CANBERRA—VÁCLAV Havel, the Czech playwright and dissident turned president, and North Korean despot Kim Jong-il might have lived on different planets, for all their common commitment to human dignity, rights and democracy. When they died just a day apart (last month), the contrast was hard for the global commentariat to resist: Prague’s prince of light against Pyongyang’s prince of darkness.
But it is worth remembering that Manichaean good-versus-evil typecasting, to which former US President George W. Bush and former British Prime Minister Tony Blair were famously prone, and of which we have had something of a resurgence in recent days, carries with it two big risks for international policymakers.
One risk is that such thinking limits the options for dealing effectively with those who are cast as irredeemably evil. The debacle of the United States-led invasion of Iraq in 2003 should have taught us once and for all the peril of talking only through the barrel of a gun to those whose behavior disgusts us.
Sometimes, threats to a civilian population will be so acute and immediate as to make coercive military intervention the only option, as with Moammar Gadhafi’s Libya, at least at the time of the imminent assault on Benghazi in March. But more often it will be a matter of relying on less extreme measures, like targeted sanctions and threats of international prosecution—and on diplomatic pressure and persuasion.
Negotiating with the genocidal butchers of the Khmer Rouge was acutely troubling, personally and politically, for those of us involved, but those talks secured a lasting peace in Cambodia. And it is only negotiation—albeit backed by good old-fashioned containment and deterrence—that can possibly deliver sustainable peace with Iran and North Korea.
The second risk that arises from seeing the world in black-and-white terms is greater public cynicism, thereby making ideals-based policymaking in the future even harder. Expectations raised too high are expectations bound to be disappointed: think of former British Foreign Secretary Robin Cook’s “ethical foreign policy” at the start of Blair’s premiership.
Political leaders who make a big play of “values” are often those most likely to stumble. Think of the lamentable response by US President Bill Clinton’s administration to the Rwandan genocide in 1994 or Australia’s shameful rejection of asylum-seeking boat people in the Tampa affair under John Howard’s government a decade ago.

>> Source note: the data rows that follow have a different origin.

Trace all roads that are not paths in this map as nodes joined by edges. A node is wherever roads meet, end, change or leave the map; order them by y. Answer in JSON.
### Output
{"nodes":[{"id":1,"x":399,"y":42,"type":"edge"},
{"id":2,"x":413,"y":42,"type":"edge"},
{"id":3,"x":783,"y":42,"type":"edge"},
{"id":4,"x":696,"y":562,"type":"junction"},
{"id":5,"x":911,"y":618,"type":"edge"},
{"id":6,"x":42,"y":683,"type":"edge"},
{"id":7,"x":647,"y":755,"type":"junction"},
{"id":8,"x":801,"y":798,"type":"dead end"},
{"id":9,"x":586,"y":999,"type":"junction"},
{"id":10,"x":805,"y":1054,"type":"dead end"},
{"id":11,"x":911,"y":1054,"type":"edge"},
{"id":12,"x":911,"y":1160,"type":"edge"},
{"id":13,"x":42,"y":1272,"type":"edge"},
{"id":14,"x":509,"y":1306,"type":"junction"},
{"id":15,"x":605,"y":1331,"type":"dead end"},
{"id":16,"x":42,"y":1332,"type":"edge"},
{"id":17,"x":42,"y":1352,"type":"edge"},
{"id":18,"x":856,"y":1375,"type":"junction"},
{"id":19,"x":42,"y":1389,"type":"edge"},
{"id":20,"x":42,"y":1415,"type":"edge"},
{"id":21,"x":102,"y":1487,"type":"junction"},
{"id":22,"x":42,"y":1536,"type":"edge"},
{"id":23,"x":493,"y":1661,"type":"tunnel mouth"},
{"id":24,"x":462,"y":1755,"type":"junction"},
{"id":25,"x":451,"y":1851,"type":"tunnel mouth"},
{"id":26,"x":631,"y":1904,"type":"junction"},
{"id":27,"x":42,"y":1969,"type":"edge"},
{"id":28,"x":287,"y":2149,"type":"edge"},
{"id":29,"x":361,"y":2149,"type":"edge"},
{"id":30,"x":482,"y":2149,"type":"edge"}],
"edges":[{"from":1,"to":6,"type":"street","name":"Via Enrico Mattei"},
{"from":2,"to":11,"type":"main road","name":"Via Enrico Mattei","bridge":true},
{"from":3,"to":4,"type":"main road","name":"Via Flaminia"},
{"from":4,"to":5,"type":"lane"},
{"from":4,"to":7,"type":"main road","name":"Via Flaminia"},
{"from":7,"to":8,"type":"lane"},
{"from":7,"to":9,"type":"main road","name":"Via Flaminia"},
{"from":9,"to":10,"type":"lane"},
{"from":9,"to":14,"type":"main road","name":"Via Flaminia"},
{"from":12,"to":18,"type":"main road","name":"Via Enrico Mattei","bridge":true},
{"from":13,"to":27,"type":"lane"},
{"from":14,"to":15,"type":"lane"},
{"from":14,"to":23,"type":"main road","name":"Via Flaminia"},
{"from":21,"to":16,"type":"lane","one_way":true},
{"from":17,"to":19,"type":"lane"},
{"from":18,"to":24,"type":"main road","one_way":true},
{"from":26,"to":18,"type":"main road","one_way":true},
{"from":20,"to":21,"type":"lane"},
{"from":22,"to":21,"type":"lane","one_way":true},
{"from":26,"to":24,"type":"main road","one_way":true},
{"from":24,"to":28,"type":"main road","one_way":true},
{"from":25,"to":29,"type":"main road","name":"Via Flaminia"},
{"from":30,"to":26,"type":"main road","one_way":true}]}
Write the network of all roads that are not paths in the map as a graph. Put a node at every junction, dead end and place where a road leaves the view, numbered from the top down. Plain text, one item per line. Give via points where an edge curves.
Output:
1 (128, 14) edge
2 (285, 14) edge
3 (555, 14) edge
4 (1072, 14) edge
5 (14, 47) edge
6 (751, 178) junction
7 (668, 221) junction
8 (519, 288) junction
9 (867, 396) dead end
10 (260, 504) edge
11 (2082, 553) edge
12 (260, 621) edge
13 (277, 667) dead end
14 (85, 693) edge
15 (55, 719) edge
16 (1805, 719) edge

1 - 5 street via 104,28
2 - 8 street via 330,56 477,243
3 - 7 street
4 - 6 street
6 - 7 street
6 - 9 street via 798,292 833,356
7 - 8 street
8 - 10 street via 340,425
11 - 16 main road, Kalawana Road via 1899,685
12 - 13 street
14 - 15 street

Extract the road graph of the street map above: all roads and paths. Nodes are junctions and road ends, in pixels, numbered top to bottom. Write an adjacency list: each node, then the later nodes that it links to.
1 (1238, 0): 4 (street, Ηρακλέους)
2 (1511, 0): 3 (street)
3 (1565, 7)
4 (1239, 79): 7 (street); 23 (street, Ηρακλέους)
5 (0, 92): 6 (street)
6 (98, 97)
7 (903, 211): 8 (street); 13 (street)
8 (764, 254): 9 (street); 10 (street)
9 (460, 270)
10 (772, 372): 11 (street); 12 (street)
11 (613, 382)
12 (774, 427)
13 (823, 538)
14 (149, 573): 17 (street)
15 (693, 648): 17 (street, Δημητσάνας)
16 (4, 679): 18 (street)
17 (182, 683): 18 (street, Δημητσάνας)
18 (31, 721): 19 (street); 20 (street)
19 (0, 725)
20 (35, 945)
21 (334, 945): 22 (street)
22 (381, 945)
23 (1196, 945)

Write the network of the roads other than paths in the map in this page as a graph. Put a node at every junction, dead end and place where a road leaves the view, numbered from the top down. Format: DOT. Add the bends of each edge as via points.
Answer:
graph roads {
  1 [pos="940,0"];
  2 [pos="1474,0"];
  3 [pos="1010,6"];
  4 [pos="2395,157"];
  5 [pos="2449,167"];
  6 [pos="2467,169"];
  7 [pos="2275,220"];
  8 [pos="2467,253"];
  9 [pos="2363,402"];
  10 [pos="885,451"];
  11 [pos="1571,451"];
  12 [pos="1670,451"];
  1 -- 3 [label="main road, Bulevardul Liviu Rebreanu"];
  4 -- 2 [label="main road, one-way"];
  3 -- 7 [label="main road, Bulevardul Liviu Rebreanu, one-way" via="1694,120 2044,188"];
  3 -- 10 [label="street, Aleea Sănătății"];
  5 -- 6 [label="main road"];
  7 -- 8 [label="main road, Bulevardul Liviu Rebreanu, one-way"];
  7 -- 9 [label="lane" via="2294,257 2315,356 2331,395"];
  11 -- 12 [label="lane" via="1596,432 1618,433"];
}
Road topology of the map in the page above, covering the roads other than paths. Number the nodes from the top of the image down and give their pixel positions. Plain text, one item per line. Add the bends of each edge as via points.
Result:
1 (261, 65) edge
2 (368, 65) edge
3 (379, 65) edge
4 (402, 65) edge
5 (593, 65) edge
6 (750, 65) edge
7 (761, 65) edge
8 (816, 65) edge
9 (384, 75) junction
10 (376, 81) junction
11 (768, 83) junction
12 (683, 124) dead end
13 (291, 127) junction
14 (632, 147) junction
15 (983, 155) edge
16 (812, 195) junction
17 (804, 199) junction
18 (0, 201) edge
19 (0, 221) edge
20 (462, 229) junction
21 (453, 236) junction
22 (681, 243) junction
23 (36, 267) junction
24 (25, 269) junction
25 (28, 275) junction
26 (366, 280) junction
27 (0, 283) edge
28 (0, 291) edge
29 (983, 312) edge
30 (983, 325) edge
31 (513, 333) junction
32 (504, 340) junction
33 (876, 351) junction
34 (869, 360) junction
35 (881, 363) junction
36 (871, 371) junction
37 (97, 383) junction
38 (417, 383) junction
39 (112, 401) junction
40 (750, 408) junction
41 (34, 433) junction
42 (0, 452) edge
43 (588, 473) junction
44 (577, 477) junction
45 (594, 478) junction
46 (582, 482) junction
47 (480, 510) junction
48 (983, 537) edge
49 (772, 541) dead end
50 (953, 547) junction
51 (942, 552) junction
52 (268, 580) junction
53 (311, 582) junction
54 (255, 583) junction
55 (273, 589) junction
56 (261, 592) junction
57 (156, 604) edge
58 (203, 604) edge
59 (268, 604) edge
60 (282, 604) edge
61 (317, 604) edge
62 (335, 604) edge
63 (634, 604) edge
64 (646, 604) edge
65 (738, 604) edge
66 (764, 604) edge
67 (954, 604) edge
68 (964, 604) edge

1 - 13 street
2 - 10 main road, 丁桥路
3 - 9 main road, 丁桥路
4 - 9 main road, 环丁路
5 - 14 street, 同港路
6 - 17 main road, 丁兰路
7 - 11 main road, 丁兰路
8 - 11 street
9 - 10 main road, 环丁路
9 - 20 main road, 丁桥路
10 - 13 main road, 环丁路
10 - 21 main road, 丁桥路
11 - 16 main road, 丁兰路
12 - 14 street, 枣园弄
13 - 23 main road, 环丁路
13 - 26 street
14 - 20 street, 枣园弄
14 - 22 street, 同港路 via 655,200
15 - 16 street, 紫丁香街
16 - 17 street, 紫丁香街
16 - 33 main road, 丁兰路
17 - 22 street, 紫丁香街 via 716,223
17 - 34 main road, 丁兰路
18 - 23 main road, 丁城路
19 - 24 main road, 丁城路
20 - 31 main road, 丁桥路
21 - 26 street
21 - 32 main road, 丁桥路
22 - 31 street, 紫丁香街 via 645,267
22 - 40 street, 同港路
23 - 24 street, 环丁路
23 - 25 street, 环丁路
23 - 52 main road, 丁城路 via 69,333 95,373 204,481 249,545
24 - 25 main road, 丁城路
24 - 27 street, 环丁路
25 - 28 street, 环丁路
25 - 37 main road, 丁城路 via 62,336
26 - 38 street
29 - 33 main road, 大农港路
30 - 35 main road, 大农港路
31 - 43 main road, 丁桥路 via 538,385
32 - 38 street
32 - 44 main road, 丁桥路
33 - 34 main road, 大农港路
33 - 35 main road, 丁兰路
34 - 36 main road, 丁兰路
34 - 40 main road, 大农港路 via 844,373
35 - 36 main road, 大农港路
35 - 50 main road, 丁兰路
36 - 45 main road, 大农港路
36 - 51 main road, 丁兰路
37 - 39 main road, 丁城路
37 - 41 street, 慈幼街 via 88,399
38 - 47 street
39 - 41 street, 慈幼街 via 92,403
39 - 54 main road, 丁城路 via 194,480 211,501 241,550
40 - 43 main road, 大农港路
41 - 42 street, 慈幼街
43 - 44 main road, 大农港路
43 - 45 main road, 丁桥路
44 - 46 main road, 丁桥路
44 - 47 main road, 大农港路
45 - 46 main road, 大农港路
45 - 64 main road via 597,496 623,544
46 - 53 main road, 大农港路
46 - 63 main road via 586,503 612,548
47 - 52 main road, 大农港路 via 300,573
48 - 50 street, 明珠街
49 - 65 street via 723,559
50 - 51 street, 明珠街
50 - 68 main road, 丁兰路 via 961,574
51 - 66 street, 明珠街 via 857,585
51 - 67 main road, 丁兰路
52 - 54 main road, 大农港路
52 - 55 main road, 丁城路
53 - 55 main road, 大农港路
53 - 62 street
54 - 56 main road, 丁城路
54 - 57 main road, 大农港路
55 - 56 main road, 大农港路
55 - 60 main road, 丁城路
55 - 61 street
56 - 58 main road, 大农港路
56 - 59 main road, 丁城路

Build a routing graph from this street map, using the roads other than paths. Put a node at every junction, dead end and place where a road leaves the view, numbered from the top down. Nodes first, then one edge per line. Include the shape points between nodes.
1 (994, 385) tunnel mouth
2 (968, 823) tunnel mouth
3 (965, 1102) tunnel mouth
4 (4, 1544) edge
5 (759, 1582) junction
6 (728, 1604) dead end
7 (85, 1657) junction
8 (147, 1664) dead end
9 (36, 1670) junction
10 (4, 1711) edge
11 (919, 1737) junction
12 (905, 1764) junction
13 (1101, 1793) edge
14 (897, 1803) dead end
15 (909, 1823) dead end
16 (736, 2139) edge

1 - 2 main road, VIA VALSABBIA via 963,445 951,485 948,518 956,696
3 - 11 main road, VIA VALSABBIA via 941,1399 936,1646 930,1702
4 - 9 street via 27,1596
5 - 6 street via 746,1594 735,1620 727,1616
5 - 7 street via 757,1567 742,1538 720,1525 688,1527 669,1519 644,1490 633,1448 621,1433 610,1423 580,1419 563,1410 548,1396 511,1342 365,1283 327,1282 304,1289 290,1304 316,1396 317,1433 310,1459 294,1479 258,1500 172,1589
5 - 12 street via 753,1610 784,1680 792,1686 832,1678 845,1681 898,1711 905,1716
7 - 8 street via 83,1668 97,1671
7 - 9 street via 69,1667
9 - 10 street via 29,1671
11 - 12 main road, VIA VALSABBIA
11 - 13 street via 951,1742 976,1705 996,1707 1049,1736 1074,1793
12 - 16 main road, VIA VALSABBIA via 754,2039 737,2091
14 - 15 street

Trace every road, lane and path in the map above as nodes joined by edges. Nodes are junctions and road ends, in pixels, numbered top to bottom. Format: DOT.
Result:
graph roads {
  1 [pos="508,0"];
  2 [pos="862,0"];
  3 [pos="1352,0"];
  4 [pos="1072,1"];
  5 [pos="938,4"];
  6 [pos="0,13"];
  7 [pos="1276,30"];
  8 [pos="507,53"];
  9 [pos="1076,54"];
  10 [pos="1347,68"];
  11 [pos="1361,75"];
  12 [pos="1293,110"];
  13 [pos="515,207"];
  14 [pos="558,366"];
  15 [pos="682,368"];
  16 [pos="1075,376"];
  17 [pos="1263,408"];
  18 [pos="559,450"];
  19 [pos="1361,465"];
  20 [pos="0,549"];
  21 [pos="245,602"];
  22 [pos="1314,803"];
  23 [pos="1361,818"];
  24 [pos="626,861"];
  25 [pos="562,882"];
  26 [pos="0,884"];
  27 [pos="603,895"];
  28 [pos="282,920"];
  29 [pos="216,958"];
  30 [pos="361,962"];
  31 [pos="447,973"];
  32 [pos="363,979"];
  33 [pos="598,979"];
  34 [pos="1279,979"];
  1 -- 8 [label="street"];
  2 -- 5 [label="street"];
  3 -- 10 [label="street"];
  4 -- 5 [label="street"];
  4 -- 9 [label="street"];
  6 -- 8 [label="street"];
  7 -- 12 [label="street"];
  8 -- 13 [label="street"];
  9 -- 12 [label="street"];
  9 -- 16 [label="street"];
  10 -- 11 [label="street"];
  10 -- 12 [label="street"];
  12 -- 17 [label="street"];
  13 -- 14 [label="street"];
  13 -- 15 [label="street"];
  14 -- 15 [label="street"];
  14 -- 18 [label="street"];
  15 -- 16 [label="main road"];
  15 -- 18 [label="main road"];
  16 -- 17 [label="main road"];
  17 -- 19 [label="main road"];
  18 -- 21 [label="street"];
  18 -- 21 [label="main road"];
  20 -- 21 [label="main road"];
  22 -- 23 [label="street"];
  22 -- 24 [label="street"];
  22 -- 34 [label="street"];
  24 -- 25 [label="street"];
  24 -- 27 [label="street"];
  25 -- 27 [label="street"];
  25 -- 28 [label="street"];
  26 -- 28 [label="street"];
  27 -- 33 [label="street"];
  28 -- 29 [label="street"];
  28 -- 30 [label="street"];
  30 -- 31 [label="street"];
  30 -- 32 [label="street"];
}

Then there is many Western governments’ highly selective embrace of democracy when it results in the election of those (like Hamas) whom they find unacceptable; the unwillingness of almost every nuclear-weapons state to match its disarmament rhetoric with credible action; and the almost universal double-talk on climate change.
But if double talk were an indictable offense, there would be few left to attend international summits. The task is neither to pillory nor to sanctify political leaders caught in these traps, but somehow to reconcile what they will often see as hopelessly competing demands of moral values and national interests, and to find ways to get them to do more good and less harm.
A useful way forward in this respect may be to rethink fundamentally the concept of “national interest.” Traditionally seen as having just two dimensions—economic and geostrategic—there is a strong case for adding a third: every country’s interest in being, and being seen to be, a good international citizen.
Actively helping to solve global public-goods challenges (like climate change, human-rights protection, international piracy, drug trafficking, cross-border population flows and elimination of weapons of mass destruction), even when there is no direct economic or strategic payoff, is not simply the foreign policy equivalent of Boy Scout good deeds.
Selfless cooperation on these issues can actually work to a country’s advantage by boosting its reputation and generating reciprocal support: my help in solving your drug-trafficking problem today will increase the chances of you supporting my asylum-seeker problem tomorrow. And a story couched in these realist terms is likely to be easier to sell to domestic constituencies than one pitched as disinterested altruism.
Countries should pursue what the great international-relations scholar Hedley Bull called “purposes beyond ourselves.” Our common humanity demands no less. But the real world is a place of gray shades, not black and white, and more often than not the cause of human decency and security will be better served by recognizing and working around that constraint rather than challenging it head on. Project Syndicate
Gareth Evans, chancellor of the Australian National University, was Australia’s foreign minister from 1988 to 1996 and is president emeritus of the International Crisis Group.